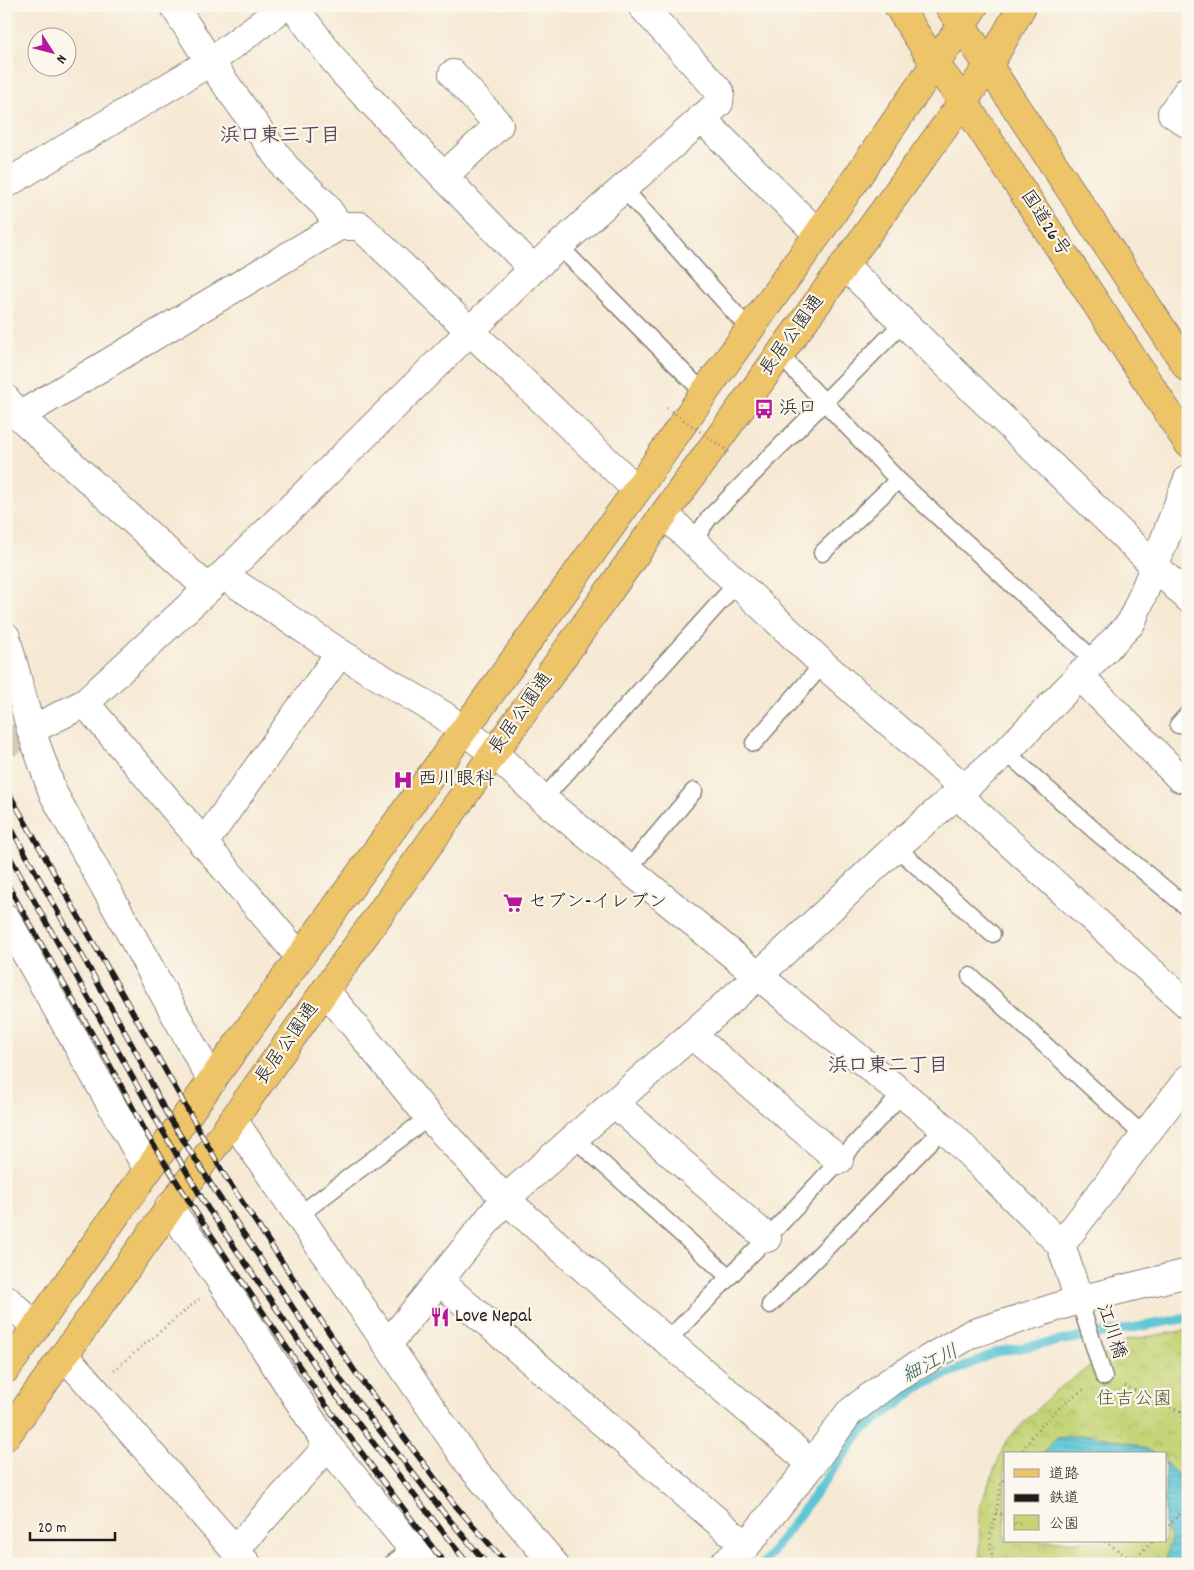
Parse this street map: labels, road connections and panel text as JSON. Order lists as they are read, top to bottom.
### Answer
{
  "streets": {
    "main road": ["国道26号", "長居公園通"],
    "lane": ["江川橋"]
  },
  "crossings": [
    ["国道26号", "長居公園通"]
  ],
  "districts": ["浜口東三丁目", "浜口東二丁目"],
  "water": ["細江川"],
  "parks": ["住吉公園"],
  "places": {
    "bus stop": ["浜口"],
    "hospital": ["西川眼科"],
    "supermarket": ["セブン-イレブン"],
    "restaurant": ["Love Nepal"]
  },
  "legend": ["道路", "鉄道", "公園"],
  "scale_bar": "20 m",
  "north": "bottom right"
}
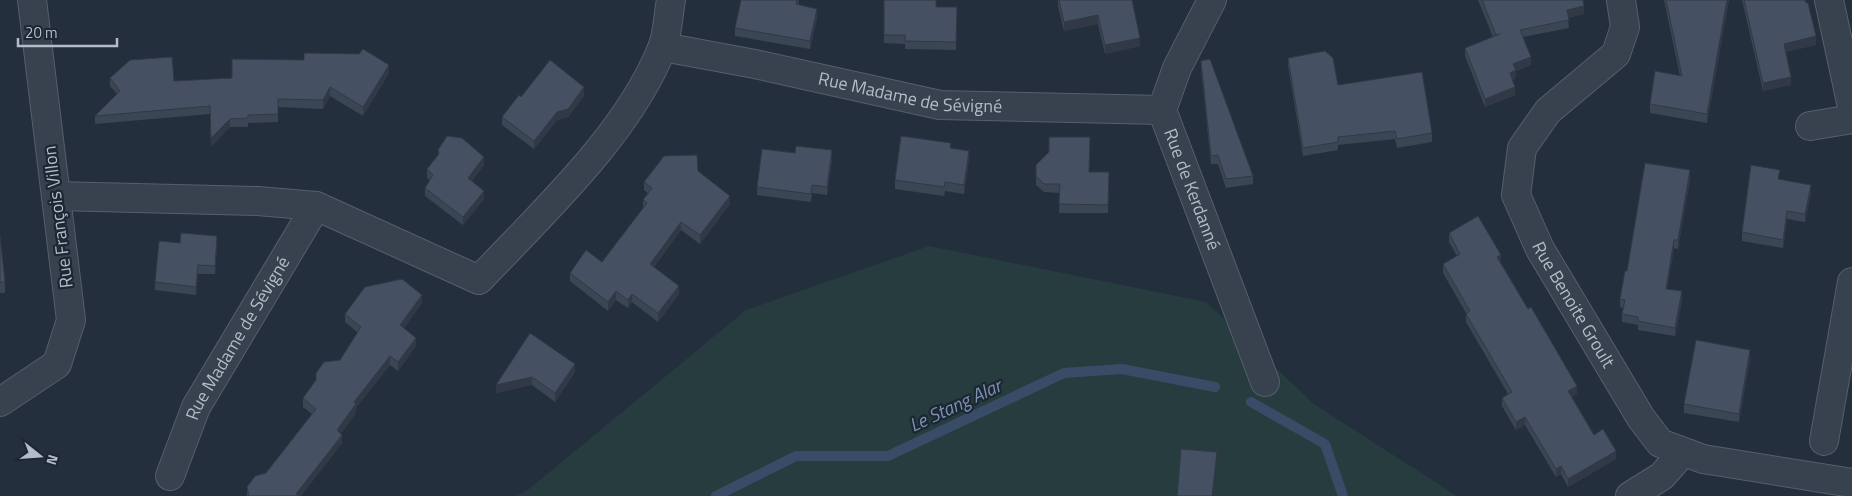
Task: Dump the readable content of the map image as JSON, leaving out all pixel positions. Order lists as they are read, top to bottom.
{
  "streets": {
    "street": [
      "Rue Madame de Sévigné",
      "Rue de Kerdanné",
      "Rue François Villon",
      "Rue Benoite Groult"
    ]
  },
  "crossings": [
    ["Rue Madame de Sévigné", "Rue de Kerdanné"]
  ],
  "water": ["Le Stang Alar"],
  "scale_bar": "20 m",
  "north": "right"
}
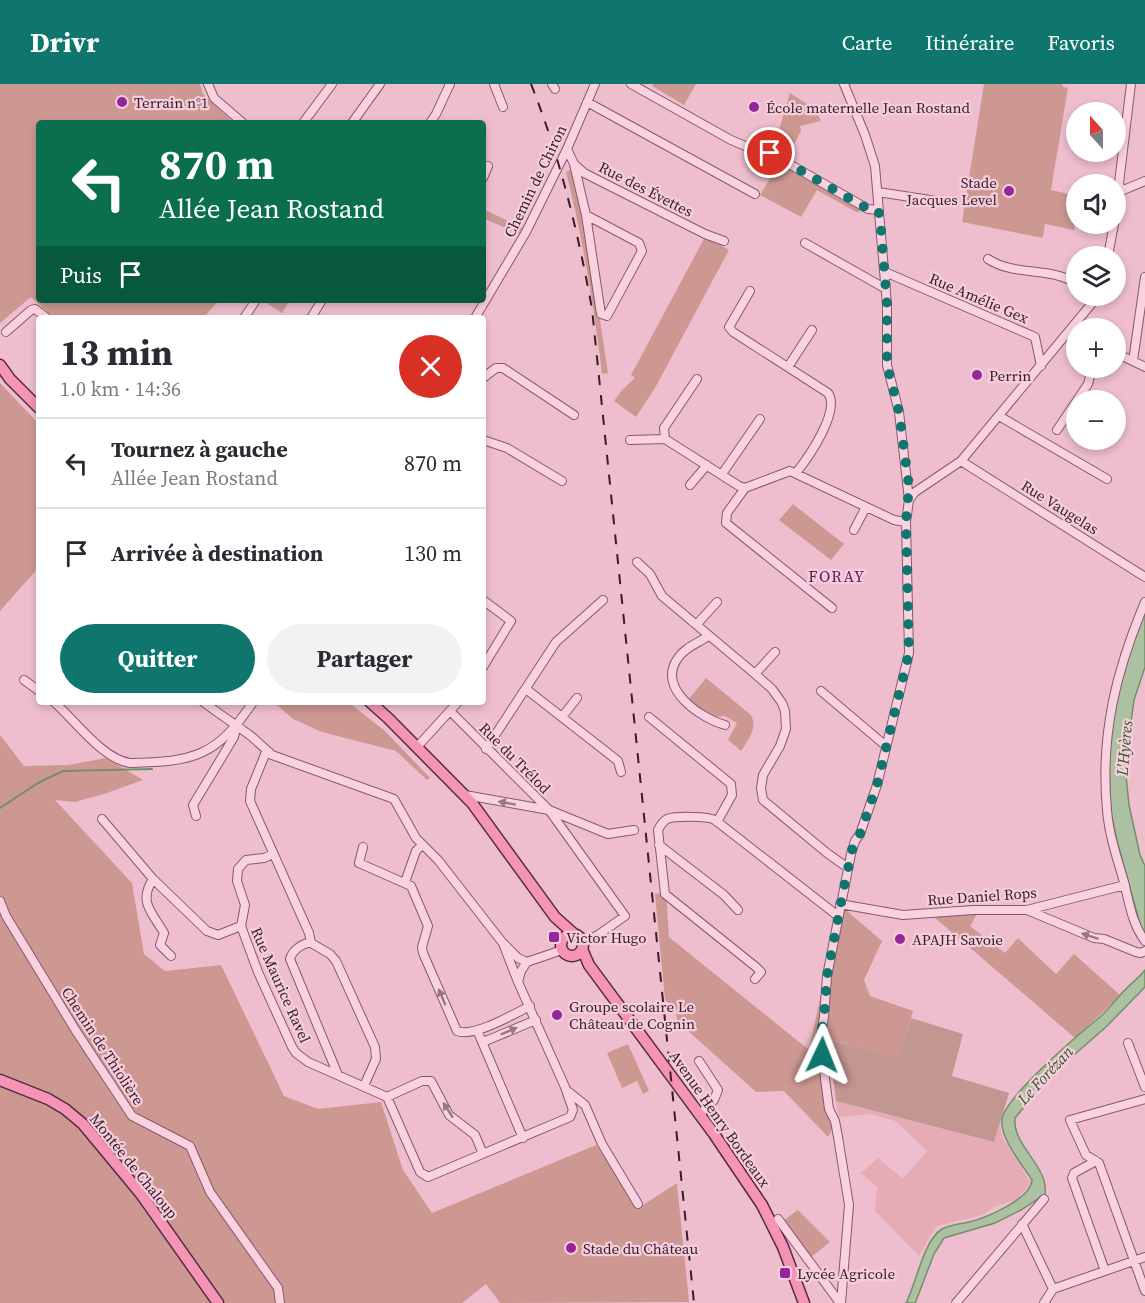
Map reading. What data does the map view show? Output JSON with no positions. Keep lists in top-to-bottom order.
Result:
{
  "streets": {
    "main road": ["Avenue Henry Bordeaux", "Montée de Chaloup"],
    "street": [
      "Chemin de Chiron",
      "Rue des Évettes",
      "Rue Amélie Gex",
      "Rue Vaugelas",
      "Rue du Trélod",
      "Rue Daniel Rops",
      "Rue Maurice Ravel",
      "Chemin de Thiolière"
    ]
  },
  "districts": ["FORAY"],
  "water": ["L'Hyères", "Le Forézan"],
  "places": {
    "other": [
      "Terrain n°1",
      "École maternelle Jean Rostand",
      "Stade Jacques Level",
      "Perrin",
      "APAJH Savoie",
      "Groupe scolaire Le Château de Cognin",
      "Stade du Château"
    ],
    "transit": ["Victor Hugo", "Lycée Agricole"]
  },
  "north": "top",
  "page": {
    "header": "Drivr",
    "nav": ["Carte", "Itinéraire", "Favoris"],
    "map_buttons": ["+", "−"],
    "turn": ["870 m", "Allée Jean Rostand"],
    "then": "Puis",
    "heading": ["13 min", "1.0 km · 14:36"],
    "list": [
      {
        "name": "Tournez à gauche",
        "note": "Allée Jean Rostand",
        "value": "870 m"
      },
      {
        "name": "Arrivée à destination",
        "value": "130 m"
      }
    ],
    "buttons": ["Quitter", "Partager"]
  }
}
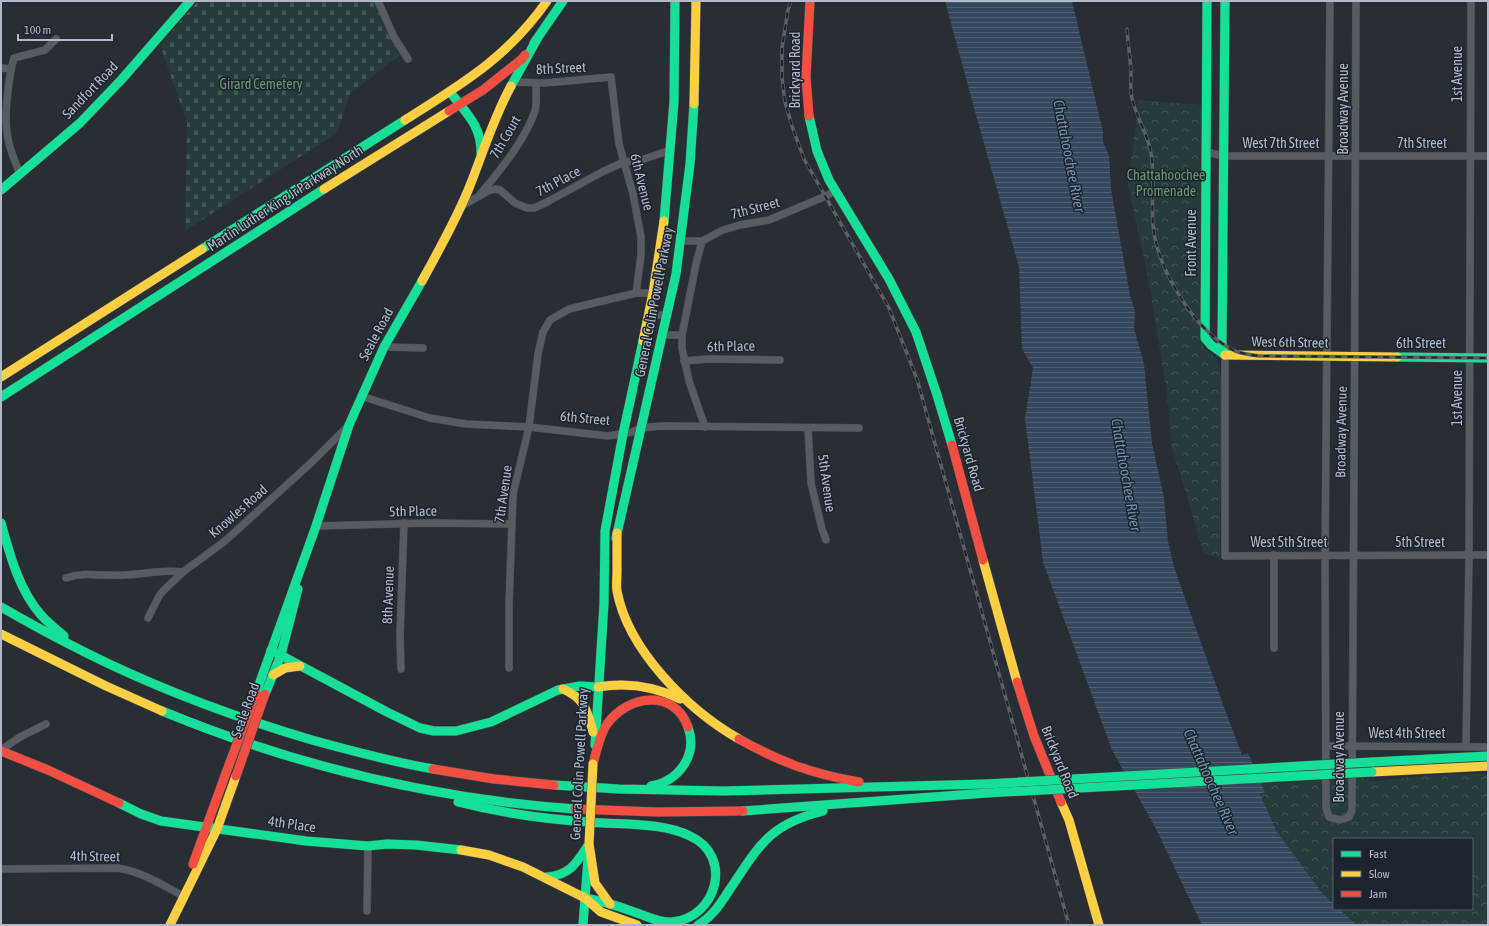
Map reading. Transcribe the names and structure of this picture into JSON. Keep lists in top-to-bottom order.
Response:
{
  "streets": {
    "main road": [
      "Brickyard Road",
      "Sandfort Road",
      "Martin Luther King Jr Parkway North",
      "Front Avenue",
      "General Colin Powell Parkway",
      "Seale Road",
      "West 6th Street",
      "6th Street",
      "4th Place"
    ],
    "street": [
      "8th Street",
      "1st Avenue",
      "Broadway Avenue",
      "7th Court",
      "West 7th Street",
      "7th Street",
      "7th Place",
      "6th Avenue",
      "6th Place",
      "5th Avenue",
      "7th Avenue",
      "Knowles Road",
      "5th Place",
      "West 5th Street",
      "5th Street",
      "8th Avenue",
      "West 4th Street",
      "4th Street"
    ]
  },
  "crossings": [
    ["8th Street", "7th Court"],
    ["8th Street", "6th Avenue"],
    ["8th Street", "Seale Road"],
    ["Brickyard Road", "7th Street"],
    ["1st Avenue", "7th Street"],
    ["1st Avenue", "6th Street"],
    ["1st Avenue", "5th Street"],
    ["1st Avenue", "West 4th Street"],
    ["Broadway Avenue", "West 7th Street"],
    ["Broadway Avenue", "7th Street"],
    ["Broadway Avenue", "West 6th Street"],
    ["Broadway Avenue", "6th Street"],
    ["Broadway Avenue", "West 5th Street"],
    ["Broadway Avenue", "5th Street"],
    ["Broadway Avenue", "West 4th Street"],
    ["7th Court", "7th Place"],
    ["West 7th Street", "7th Street"],
    ["West 7th Street", "Front Avenue"],
    ["7th Street", "General Colin Powell Parkway"],
    ["7th Place", "6th Avenue"],
    ["7th Place", "General Colin Powell Parkway"],
    ["7th Place", "Seale Road"],
    ["6th Avenue", "7th Avenue"],
    ["Martin Luther King Jr Parkway North", "Seale Road"],
    ["Front Avenue", "West 6th Street"],
    ["Front Avenue", "West 5th Street"],
    ["General Colin Powell Parkway", "6th Street"],
    ["General Colin Powell Parkway", "4th Place"],
    ["Seale Road", "6th Street"],
    ["Seale Road", "Knowles Road"],
    ["Seale Road", "5th Place"],
    ["Seale Road", "4th Place"],
    ["Seale Road", "4th Street"],
    ["West 6th Street", "6th Street"],
    ["West 6th Street", "West 5th Street"],
    ["6th Street", "5th Avenue"],
    ["6th Street", "7th Avenue"],
    ["7th Avenue", "5th Place"],
    ["5th Place", "8th Avenue"],
    ["West 5th Street", "5th Street"]
  ],
  "water": ["Chattahoochee River"],
  "parks": ["Girard Cemetery", "Chattahoochee Promenade"],
  "legend": ["Fast", "Slow", "Jam"],
  "scale_bar": "100 m"
}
————
REQUIREMENT = Each entry above must be repeated word for word, minus its images.

SOLUTION FOR THIS PROBLEM =
Parse this street map: labels, road connections and panel text as JSON. Order lists as they are read, top to bottom.
### Answer
{
  "streets": {
    "main road": ["国道26号", "長居公園通"],
    "lane": ["江川橋"]
  },
  "crossings": [
    ["国道26号", "長居公園通"]
  ],
  "districts": ["浜口東三丁目", "浜口東二丁目"],
  "water": ["細江川"],
  "parks": ["住吉公園"],
  "places": {
    "bus stop": ["浜口"],
    "hospital": ["西川眼科"],
    "supermarket": ["セブン-イレブン"],
    "restaurant": ["Love Nepal"]
  },
  "legend": ["道路", "鉄道", "公園"],
  "scale_bar": "20 m",
  "north": "bottom right"
}
Task: Dump the readable content of the map image as JSON, leaving out all pixel positions. Order lists as they are read, top to bottom.
{
  "streets": {
    "street": [
      "Rue Madame de Sévigné",
      "Rue de Kerdanné",
      "Rue François Villon",
      "Rue Benoite Groult"
    ]
  },
  "crossings": [
    ["Rue Madame de Sévigné", "Rue de Kerdanné"]
  ],
  "water": ["Le Stang Alar"],
  "scale_bar": "20 m",
  "north": "right"
}
Map reading. What data does the map view show? Output JSON with no positions. Keep lists in top-to-bottom order.
Result:
{
  "streets": {
    "main road": ["Avenue Henry Bordeaux", "Montée de Chaloup"],
    "street": [
      "Chemin de Chiron",
      "Rue des Évettes",
      "Rue Amélie Gex",
      "Rue Vaugelas",
      "Rue du Trélod",
      "Rue Daniel Rops",
      "Rue Maurice Ravel",
      "Chemin de Thiolière"
    ]
  },
  "districts": ["FORAY"],
  "water": ["L'Hyères", "Le Forézan"],
  "places": {
    "other": [
      "Terrain n°1",
      "École maternelle Jean Rostand",
      "Stade Jacques Level",
      "Perrin",
      "APAJH Savoie",
      "Groupe scolaire Le Château de Cognin",
      "Stade du Château"
    ],
    "transit": ["Victor Hugo", "Lycée Agricole"]
  },
  "north": "top",
  "page": {
    "header": "Drivr",
    "nav": ["Carte", "Itinéraire", "Favoris"],
    "map_buttons": ["+", "−"],
    "turn": ["870 m", "Allée Jean Rostand"],
    "then": "Puis",
    "heading": ["13 min", "1.0 km · 14:36"],
    "list": [
      {
        "name": "Tournez à gauche",
        "note": "Allée Jean Rostand",
        "value": "870 m"
      },
      {
        "name": "Arrivée à destination",
        "value": "130 m"
      }
    ],
    "buttons": ["Quitter", "Partager"]
  }
}
Map reading. Transcribe the names and structure of this picture into JSON. Keep lists in top-to-bottom order.
Response:
{
  "streets": {
    "main road": [
      "Brickyard Road",
      "Sandfort Road",
      "Martin Luther King Jr Parkway North",
      "Front Avenue",
      "General Colin Powell Parkway",
      "Seale Road",
      "West 6th Street",
      "6th Street",
      "4th Place"
    ],
    "street": [
      "8th Street",
      "1st Avenue",
      "Broadway Avenue",
      "7th Court",
      "West 7th Street",
      "7th Street",
      "7th Place",
      "6th Avenue",
      "6th Place",
      "5th Avenue",
      "7th Avenue",
      "Knowles Road",
      "5th Place",
      "West 5th Street",
      "5th Street",
      "8th Avenue",
      "West 4th Street",
      "4th Street"
    ]
  },
  "crossings": [
    ["8th Street", "7th Court"],
    ["8th Street", "6th Avenue"],
    ["8th Street", "Seale Road"],
    ["Brickyard Road", "7th Street"],
    ["1st Avenue", "7th Street"],
    ["1st Avenue", "6th Street"],
    ["1st Avenue", "5th Street"],
    ["1st Avenue", "West 4th Street"],
    ["Broadway Avenue", "West 7th Street"],
    ["Broadway Avenue", "7th Street"],
    ["Broadway Avenue", "West 6th Street"],
    ["Broadway Avenue", "6th Street"],
    ["Broadway Avenue", "West 5th Street"],
    ["Broadway Avenue", "5th Street"],
    ["Broadway Avenue", "West 4th Street"],
    ["7th Court", "7th Place"],
    ["West 7th Street", "7th Street"],
    ["West 7th Street", "Front Avenue"],
    ["7th Street", "General Colin Powell Parkway"],
    ["7th Place", "6th Avenue"],
    ["7th Place", "General Colin Powell Parkway"],
    ["7th Place", "Seale Road"],
    ["6th Avenue", "7th Avenue"],
    ["Martin Luther King Jr Parkway North", "Seale Road"],
    ["Front Avenue", "West 6th Street"],
    ["Front Avenue", "West 5th Street"],
    ["General Colin Powell Parkway", "6th Street"],
    ["General Colin Powell Parkway", "4th Place"],
    ["Seale Road", "6th Street"],
    ["Seale Road", "Knowles Road"],
    ["Seale Road", "5th Place"],
    ["Seale Road", "4th Place"],
    ["Seale Road", "4th Street"],
    ["West 6th Street", "6th Street"],
    ["West 6th Street", "West 5th Street"],
    ["6th Street", "5th Avenue"],
    ["6th Street", "7th Avenue"],
    ["7th Avenue", "5th Place"],
    ["5th Place", "8th Avenue"],
    ["West 5th Street", "5th Street"]
  ],
  "water": ["Chattahoochee River"],
  "parks": ["Girard Cemetery", "Chattahoochee Promenade"],
  "legend": ["Fast", "Slow", "Jam"],
  "scale_bar": "100 m"
}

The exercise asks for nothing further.